Stonehenge

Stonehenge

Saturday, July 16, 2016

St Isaac's Cathedral and The Hermitage.


6/11/10 (continued)
On Tuesday, we had another bus trip around the city, the highlights of which were a visit to St. Isaac Cathedral and an afternoon at the Hermitage Museum.
Columns and ceiling of St. Isaac's Cathedral


The inside of St Isaac’s Cathedral was amazing—huge, spacious, mosaic-encrusted iconostasis and real marble-veneer columns (as opposed to the faux-marble-painted columns of Peter and Paul Cathedral). The inside glittered with gold leaf on the mosaics and chandeliers and other ornaments. The outside was a dull-gray classical building surrounded by columns and topped with a gold dome. The rather dull exterior belied the sparkling interior.

We had lunch at a restaurant near the Cathedral of the Savior on the Blood, built on the site of the assassination of Alexander II, the czar who freed the serfs and was later assassinated by an anarchist. I left lunch early and went to the cathedral, where I took photos both outside and inside.
Interior of the Cathedral of the Savior on the Blood


The last time I was in St Petersburg, the apartment I stayed in was near that church, but it was under repair/reconstruction, and I wasn’t able to go inside. The inside of the sanctuary was marvelous—narrow but tall, with a main aisle and two side aisles. The walls are covered with paintings and mosaics, and the interior has a feeling of lightness and simple sanctity.
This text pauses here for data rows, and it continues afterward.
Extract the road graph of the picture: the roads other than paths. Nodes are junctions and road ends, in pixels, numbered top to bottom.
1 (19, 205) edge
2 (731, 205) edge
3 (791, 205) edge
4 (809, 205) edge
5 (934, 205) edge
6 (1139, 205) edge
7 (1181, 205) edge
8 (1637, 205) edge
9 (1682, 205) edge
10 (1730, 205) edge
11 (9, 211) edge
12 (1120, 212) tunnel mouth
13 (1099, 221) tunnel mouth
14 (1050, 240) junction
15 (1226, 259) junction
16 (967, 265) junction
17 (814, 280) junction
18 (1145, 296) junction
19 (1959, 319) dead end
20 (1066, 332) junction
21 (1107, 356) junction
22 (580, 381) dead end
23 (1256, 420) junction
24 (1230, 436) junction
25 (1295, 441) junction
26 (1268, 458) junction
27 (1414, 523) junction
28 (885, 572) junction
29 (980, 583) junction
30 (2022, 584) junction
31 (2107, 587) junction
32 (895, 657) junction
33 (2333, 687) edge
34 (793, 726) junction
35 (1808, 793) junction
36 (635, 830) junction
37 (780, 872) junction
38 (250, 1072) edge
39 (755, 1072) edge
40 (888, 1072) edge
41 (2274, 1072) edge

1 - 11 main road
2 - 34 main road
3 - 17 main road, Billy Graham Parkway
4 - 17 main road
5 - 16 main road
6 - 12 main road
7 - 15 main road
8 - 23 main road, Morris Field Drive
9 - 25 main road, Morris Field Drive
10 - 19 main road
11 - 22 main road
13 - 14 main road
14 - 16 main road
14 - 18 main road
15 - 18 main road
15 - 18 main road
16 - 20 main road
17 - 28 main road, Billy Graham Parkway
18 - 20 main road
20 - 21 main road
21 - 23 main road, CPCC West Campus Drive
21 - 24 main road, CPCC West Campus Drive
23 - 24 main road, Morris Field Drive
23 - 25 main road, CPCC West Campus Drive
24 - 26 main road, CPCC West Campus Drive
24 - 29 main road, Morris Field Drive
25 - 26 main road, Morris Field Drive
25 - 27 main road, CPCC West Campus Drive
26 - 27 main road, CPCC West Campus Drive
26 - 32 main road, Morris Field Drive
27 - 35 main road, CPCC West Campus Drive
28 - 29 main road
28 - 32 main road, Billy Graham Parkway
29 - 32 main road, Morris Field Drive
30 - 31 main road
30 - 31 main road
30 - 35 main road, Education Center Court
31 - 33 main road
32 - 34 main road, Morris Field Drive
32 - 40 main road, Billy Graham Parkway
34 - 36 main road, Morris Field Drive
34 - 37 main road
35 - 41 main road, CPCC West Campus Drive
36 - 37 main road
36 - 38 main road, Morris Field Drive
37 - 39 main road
That afternoon, we went to the Hermitage Museum and spent two hours with a guide going through galleries and rooms of the palace lined by paintings ranging from medieval sacred art to Dutch interiors. Some of the more famous paintings were a couple by Leonardo da Vinci as well as some Titians and Rubens and Rembrandts. Not liking crowds, I tended to hang around the edges and look at pictures that others were not crowded around. We were allowed to take photos without flash, and I took photos of several of my favorites.
Huge vase of malachite in the Hermitage


Another thing I noticed, particularly this time, which I hadn’t before, except in the malachite room, was the stonework throughout. Many rooms had large, sometimes huge, vases of stone—jasper, onyx, basalt, granite. There were large columns of gray granite in one room. Another room had a bird-cage clock (behind glass) made of gilded paper-mache from the time of Catherine the Great.